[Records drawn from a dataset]
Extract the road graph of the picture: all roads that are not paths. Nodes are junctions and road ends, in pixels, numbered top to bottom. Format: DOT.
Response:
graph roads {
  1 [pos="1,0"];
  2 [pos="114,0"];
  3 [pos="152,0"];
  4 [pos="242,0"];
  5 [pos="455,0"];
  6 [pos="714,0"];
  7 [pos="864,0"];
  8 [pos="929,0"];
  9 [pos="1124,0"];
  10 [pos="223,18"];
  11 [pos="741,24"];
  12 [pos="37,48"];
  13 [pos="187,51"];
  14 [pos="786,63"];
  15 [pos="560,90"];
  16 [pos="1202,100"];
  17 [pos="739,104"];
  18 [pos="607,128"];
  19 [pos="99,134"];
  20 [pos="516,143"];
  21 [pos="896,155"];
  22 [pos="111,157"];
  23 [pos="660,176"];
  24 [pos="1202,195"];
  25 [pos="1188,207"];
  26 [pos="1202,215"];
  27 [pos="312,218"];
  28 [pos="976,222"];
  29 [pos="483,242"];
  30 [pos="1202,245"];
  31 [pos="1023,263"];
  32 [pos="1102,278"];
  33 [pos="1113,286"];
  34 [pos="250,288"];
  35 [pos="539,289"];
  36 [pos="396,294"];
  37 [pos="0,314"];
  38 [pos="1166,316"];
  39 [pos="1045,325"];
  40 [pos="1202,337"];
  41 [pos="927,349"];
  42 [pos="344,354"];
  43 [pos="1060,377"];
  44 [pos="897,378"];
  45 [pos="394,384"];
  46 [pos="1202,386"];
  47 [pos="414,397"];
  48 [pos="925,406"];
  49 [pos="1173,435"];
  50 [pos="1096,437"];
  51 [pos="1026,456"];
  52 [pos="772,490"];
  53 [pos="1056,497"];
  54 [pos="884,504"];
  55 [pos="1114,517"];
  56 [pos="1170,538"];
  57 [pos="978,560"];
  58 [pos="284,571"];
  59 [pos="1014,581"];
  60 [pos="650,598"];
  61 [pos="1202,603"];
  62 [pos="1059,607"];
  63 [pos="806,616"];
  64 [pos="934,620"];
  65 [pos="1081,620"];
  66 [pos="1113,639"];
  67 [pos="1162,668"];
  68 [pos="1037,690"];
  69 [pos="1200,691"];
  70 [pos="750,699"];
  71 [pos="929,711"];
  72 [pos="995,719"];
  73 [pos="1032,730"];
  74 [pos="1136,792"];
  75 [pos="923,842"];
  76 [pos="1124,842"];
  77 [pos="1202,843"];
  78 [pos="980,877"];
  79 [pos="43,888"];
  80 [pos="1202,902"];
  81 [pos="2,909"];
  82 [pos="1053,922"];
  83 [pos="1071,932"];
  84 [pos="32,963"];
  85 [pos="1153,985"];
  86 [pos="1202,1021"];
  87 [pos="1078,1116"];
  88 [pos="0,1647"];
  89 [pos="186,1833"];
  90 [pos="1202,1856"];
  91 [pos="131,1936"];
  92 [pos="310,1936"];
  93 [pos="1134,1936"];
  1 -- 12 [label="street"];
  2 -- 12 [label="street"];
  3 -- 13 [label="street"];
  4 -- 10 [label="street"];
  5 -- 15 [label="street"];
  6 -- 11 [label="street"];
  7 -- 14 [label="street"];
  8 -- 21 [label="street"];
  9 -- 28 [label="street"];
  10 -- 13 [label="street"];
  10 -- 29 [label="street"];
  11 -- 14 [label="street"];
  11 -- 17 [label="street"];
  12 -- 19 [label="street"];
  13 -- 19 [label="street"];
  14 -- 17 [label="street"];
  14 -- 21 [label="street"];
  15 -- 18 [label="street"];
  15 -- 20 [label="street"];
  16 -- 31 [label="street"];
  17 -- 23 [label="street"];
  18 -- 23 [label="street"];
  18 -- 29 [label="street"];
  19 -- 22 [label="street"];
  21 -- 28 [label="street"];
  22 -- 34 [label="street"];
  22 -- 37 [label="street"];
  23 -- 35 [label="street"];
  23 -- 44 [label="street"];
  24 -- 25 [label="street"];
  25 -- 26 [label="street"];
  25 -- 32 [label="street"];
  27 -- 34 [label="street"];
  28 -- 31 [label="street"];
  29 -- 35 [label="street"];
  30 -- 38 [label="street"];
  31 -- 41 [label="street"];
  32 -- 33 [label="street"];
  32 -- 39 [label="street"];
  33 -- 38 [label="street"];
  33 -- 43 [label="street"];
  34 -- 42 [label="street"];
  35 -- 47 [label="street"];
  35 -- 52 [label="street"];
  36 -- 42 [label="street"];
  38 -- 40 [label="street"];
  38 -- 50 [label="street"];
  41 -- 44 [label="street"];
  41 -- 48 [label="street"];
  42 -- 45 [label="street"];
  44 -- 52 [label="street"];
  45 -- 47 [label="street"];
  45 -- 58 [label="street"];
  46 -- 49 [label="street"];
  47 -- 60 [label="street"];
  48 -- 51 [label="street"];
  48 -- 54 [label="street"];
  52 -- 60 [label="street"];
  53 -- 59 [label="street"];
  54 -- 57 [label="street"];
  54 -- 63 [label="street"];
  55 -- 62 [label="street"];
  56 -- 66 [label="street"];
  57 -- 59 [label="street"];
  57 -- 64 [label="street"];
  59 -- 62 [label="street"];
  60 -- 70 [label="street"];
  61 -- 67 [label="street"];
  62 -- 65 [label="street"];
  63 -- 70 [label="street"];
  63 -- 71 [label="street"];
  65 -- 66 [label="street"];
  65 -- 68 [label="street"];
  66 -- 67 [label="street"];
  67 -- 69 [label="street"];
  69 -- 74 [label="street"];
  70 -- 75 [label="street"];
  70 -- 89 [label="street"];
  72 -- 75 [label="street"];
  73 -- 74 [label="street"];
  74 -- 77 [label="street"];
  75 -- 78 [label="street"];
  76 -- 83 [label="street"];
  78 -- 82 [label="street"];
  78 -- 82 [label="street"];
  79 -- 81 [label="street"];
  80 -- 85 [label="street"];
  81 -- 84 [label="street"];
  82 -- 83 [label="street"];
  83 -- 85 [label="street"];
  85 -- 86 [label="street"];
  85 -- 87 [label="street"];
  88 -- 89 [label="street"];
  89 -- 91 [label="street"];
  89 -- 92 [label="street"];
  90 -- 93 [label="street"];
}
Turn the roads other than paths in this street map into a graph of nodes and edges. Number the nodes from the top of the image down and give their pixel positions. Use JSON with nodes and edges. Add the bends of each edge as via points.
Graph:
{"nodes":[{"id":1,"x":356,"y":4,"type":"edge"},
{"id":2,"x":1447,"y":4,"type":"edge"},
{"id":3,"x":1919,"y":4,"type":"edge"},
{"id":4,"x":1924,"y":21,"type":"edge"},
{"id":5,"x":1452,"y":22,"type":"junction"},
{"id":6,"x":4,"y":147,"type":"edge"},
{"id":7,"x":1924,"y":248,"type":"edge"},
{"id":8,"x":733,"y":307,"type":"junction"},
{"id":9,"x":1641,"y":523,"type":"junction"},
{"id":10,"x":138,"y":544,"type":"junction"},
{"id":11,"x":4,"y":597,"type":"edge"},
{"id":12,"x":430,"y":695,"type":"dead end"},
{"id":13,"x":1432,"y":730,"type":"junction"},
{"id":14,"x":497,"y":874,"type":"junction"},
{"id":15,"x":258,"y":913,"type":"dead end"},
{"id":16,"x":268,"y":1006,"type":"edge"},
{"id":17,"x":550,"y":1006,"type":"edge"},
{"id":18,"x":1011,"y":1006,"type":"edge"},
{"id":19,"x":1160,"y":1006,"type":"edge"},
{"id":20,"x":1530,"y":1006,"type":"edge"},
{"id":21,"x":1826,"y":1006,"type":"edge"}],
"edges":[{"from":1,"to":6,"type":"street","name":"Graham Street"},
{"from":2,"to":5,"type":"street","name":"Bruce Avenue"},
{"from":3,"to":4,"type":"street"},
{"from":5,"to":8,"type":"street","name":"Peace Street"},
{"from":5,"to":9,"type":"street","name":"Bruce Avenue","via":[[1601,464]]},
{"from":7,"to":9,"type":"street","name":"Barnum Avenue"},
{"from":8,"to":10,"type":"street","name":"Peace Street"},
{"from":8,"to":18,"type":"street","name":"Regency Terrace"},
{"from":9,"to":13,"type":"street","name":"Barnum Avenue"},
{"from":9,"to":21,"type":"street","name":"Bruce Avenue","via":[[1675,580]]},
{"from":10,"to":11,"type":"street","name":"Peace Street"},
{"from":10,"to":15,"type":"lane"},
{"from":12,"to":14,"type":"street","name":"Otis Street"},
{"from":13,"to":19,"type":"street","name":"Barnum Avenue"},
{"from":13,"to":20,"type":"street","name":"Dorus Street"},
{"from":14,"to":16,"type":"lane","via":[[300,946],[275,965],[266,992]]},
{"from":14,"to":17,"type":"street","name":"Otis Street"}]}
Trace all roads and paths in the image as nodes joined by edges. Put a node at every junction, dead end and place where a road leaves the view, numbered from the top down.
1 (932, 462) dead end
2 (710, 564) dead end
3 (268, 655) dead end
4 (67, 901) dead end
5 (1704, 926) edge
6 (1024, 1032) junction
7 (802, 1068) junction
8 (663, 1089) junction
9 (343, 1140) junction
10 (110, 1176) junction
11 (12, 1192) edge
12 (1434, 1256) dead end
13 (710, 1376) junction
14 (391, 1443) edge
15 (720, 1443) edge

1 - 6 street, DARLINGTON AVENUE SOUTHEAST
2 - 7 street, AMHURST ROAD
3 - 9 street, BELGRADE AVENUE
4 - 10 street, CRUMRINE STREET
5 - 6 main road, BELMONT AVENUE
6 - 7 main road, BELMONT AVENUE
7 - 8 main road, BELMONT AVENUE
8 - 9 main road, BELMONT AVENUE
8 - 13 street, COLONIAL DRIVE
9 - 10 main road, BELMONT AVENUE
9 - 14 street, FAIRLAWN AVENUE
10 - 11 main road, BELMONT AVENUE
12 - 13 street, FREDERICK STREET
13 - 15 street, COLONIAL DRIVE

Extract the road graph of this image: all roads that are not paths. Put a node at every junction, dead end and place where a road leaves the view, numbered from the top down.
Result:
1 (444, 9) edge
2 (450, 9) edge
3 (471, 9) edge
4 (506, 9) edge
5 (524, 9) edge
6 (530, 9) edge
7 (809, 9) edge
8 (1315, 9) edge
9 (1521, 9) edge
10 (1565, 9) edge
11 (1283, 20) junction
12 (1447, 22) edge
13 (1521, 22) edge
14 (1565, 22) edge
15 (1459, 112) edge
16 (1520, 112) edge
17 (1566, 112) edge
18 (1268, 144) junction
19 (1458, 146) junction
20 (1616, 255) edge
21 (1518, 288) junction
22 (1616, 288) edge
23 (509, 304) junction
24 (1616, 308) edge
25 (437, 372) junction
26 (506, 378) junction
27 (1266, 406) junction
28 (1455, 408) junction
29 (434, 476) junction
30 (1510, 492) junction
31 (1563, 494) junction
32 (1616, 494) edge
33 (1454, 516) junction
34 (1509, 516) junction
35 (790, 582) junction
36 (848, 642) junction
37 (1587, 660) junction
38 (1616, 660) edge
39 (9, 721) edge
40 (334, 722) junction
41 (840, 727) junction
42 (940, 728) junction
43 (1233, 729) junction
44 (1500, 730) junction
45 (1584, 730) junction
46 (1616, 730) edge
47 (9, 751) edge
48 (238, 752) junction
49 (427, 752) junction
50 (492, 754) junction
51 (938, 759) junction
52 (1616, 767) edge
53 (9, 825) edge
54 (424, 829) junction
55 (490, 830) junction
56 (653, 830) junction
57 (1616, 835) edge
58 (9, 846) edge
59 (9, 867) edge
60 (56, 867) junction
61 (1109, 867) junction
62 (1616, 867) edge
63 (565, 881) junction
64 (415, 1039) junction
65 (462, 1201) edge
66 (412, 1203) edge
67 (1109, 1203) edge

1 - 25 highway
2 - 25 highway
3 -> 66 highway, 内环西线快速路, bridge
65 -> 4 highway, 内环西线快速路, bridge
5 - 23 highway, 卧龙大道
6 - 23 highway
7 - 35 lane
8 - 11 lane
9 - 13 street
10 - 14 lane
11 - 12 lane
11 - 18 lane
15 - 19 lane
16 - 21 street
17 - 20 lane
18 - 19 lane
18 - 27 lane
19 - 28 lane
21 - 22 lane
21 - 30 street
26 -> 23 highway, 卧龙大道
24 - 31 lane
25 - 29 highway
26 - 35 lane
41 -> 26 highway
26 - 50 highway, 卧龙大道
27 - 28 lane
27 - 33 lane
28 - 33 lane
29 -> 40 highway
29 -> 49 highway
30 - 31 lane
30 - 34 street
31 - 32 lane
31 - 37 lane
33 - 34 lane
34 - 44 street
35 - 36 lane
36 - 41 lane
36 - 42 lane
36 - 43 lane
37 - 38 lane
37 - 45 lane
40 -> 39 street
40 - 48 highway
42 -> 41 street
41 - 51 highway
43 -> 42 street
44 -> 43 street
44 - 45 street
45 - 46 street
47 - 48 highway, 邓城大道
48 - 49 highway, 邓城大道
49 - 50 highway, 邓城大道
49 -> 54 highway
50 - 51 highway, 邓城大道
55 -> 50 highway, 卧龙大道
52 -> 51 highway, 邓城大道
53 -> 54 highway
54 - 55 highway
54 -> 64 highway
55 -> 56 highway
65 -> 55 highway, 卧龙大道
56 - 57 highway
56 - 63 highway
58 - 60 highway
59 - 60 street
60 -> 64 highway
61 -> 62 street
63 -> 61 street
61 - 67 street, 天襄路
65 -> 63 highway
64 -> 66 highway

**Goal of the exercise:** Across all the lines of the data, count those that include the word "Peace" and reply with that number only.

**Response:** 3